Stored records:
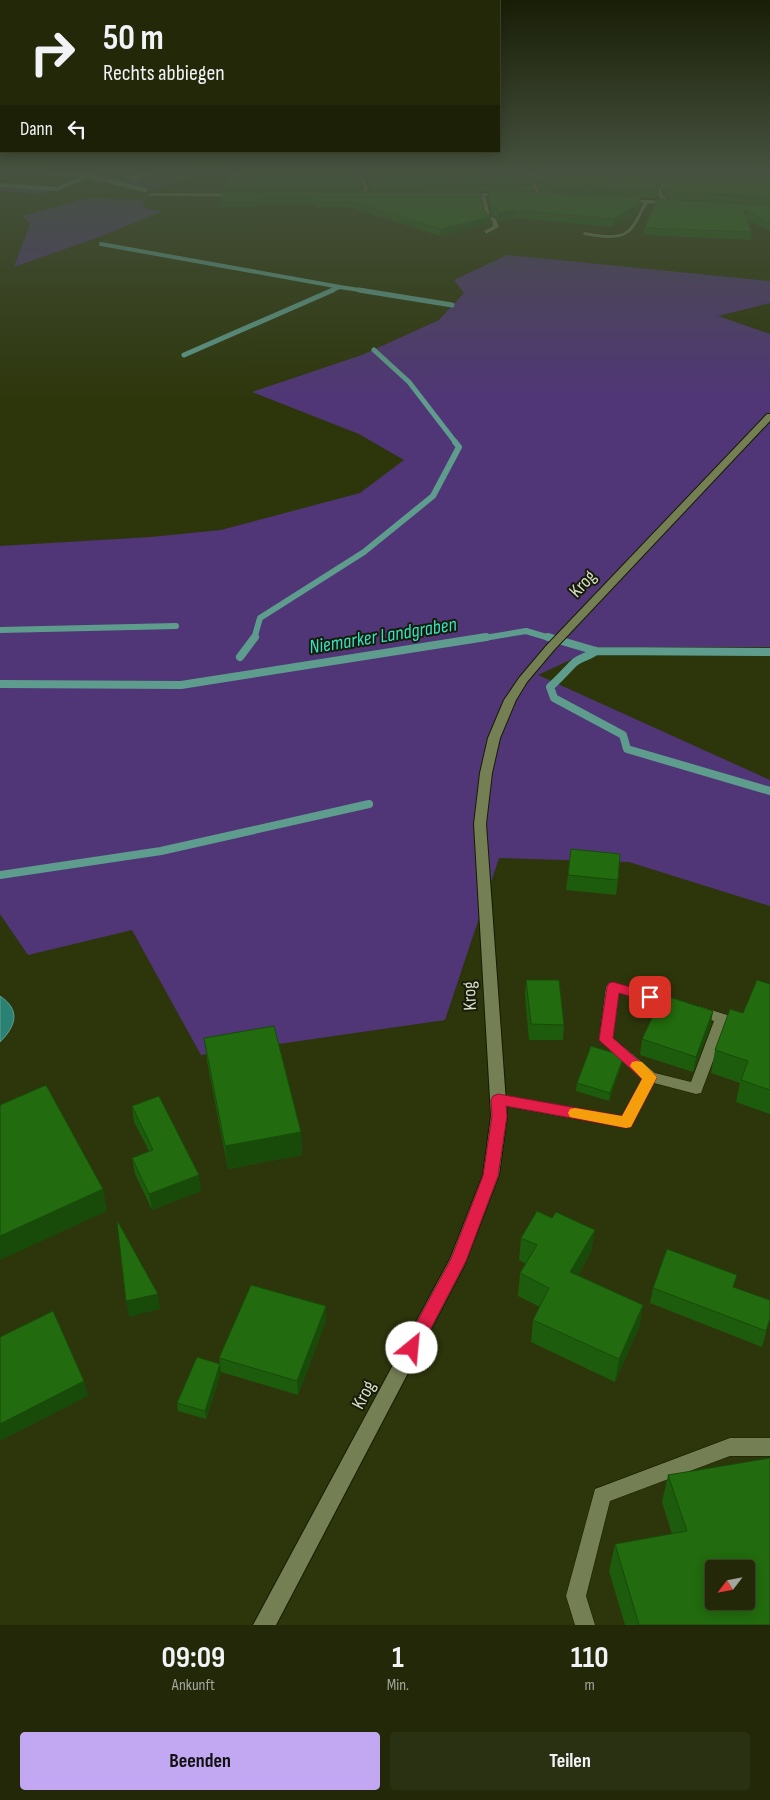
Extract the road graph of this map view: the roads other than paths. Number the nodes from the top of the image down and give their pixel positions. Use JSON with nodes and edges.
{"nodes":[{"id":1,"x":770,"y":416,"type":"edge"},
{"id":2,"x":650,"y":1077,"type":"junction"},
{"id":3,"x":498,"y":1100,"type":"junction"},
{"id":4,"x":770,"y":1447,"type":"edge"},
{"id":5,"x":264,"y":1625,"type":"edge"},
{"id":6,"x":585,"y":1625,"type":"edge"}],
"edges":[{"from":1,"to":3,"type":"street","name":"Krog"},
{"from":2,"to":2,"type":"lane"},
{"from":2,"to":3,"type":"lane"},
{"from":3,"to":5,"type":"street","name":"Krog"},
{"from":4,"to":6,"type":"lane"}]}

*ACTIVITY:* Please transcribe every entry exactly as written, leaving the pictures out.

*TASK ANSWER:*
Extract the road graph of this map view: the roads other than paths. Number the nodes from the top of the image down and give their pixel positions. Use JSON with nodes and edges.
{"nodes":[{"id":1,"x":770,"y":416,"type":"edge"},
{"id":2,"x":650,"y":1077,"type":"junction"},
{"id":3,"x":498,"y":1100,"type":"junction"},
{"id":4,"x":770,"y":1447,"type":"edge"},
{"id":5,"x":264,"y":1625,"type":"edge"},
{"id":6,"x":585,"y":1625,"type":"edge"}],
"edges":[{"from":1,"to":3,"type":"street","name":"Krog"},
{"from":2,"to":2,"type":"lane"},
{"from":2,"to":3,"type":"lane"},
{"from":3,"to":5,"type":"street","name":"Krog"},
{"from":4,"to":6,"type":"lane"}]}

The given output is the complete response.